**GIVEN DATA**
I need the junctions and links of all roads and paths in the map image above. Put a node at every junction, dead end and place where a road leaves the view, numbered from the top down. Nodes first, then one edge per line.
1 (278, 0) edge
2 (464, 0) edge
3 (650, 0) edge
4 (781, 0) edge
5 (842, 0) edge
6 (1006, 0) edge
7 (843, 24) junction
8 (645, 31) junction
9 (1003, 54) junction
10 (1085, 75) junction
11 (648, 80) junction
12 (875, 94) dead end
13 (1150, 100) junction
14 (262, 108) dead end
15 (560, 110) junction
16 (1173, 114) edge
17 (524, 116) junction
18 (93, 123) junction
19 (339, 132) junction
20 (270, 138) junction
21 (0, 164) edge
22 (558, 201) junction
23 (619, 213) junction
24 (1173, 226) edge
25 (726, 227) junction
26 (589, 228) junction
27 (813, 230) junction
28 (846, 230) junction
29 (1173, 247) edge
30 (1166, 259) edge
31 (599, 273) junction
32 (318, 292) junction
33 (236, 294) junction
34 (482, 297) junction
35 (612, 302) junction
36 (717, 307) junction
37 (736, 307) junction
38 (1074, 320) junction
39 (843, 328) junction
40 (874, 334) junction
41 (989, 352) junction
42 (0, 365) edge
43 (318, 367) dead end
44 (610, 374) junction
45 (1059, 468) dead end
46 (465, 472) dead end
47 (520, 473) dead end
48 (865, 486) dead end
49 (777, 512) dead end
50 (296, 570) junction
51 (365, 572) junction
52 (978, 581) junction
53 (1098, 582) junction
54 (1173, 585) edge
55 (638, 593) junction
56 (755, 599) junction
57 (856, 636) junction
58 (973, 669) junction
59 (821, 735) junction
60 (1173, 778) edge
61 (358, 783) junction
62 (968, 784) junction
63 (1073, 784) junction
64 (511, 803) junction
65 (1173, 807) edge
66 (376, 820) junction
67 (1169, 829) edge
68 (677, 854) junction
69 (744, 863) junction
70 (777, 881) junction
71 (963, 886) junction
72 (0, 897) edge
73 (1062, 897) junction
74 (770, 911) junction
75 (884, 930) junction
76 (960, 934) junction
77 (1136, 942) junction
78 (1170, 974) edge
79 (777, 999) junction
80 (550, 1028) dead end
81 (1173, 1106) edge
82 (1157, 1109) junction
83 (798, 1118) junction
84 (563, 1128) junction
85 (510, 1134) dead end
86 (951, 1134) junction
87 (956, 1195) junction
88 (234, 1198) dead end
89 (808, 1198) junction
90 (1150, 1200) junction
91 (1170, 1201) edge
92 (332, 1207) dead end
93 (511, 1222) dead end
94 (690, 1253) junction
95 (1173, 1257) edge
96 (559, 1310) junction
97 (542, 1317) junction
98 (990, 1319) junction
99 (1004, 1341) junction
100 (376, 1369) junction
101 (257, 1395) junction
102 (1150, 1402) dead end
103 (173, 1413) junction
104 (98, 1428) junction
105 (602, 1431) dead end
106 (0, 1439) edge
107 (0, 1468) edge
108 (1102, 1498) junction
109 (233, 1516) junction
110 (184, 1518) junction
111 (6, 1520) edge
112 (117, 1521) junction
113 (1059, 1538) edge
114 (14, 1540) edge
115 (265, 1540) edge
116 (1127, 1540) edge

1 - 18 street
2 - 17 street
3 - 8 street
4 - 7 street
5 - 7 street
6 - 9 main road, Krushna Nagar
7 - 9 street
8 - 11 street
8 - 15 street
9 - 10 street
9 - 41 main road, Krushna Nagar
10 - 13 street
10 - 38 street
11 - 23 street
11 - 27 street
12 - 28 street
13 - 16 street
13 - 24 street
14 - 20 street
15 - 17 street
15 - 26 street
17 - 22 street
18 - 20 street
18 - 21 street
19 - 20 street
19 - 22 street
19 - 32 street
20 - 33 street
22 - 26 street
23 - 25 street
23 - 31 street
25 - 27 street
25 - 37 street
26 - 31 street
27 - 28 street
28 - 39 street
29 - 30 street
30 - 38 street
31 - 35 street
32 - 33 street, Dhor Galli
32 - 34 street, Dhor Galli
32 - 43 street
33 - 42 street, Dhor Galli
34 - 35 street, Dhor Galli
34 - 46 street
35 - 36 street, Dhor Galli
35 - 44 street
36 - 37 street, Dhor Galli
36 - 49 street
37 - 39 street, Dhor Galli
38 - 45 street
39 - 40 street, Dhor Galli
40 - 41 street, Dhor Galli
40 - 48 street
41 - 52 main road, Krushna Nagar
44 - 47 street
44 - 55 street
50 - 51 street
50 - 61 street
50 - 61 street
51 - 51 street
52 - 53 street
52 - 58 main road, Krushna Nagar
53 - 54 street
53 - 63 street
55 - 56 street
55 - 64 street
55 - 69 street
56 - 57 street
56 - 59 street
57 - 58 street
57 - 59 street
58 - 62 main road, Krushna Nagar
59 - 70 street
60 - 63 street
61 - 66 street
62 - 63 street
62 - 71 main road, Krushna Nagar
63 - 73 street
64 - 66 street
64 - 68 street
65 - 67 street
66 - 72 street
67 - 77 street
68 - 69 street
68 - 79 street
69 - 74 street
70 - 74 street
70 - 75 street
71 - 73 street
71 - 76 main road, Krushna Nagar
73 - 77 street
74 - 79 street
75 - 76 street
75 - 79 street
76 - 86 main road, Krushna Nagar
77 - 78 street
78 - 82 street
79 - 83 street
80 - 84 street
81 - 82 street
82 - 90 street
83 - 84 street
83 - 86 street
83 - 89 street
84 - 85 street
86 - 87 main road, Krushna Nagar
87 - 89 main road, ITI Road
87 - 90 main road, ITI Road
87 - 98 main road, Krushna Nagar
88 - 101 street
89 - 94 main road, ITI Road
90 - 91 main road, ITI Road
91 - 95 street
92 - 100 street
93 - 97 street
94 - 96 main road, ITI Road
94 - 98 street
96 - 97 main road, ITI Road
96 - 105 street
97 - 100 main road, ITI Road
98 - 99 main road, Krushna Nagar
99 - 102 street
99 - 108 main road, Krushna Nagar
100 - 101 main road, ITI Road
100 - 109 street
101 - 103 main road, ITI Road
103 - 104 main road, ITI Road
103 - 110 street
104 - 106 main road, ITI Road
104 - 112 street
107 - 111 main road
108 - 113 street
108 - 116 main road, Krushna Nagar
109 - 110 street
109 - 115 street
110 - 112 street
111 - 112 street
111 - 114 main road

**TASK INSTRUCTIONS**
Lines with the word "Dhor" in them should be copied from the preceding records.

**RESPONSE BELOW**
32 - 33 street, Dhor Galli
32 - 34 street, Dhor Galli
33 - 42 street, Dhor Galli
34 - 35 street, Dhor Galli
35 - 36 street, Dhor Galli
36 - 37 street, Dhor Galli
37 - 39 street, Dhor Galli
39 - 40 street, Dhor Galli
40 - 41 street, Dhor Galli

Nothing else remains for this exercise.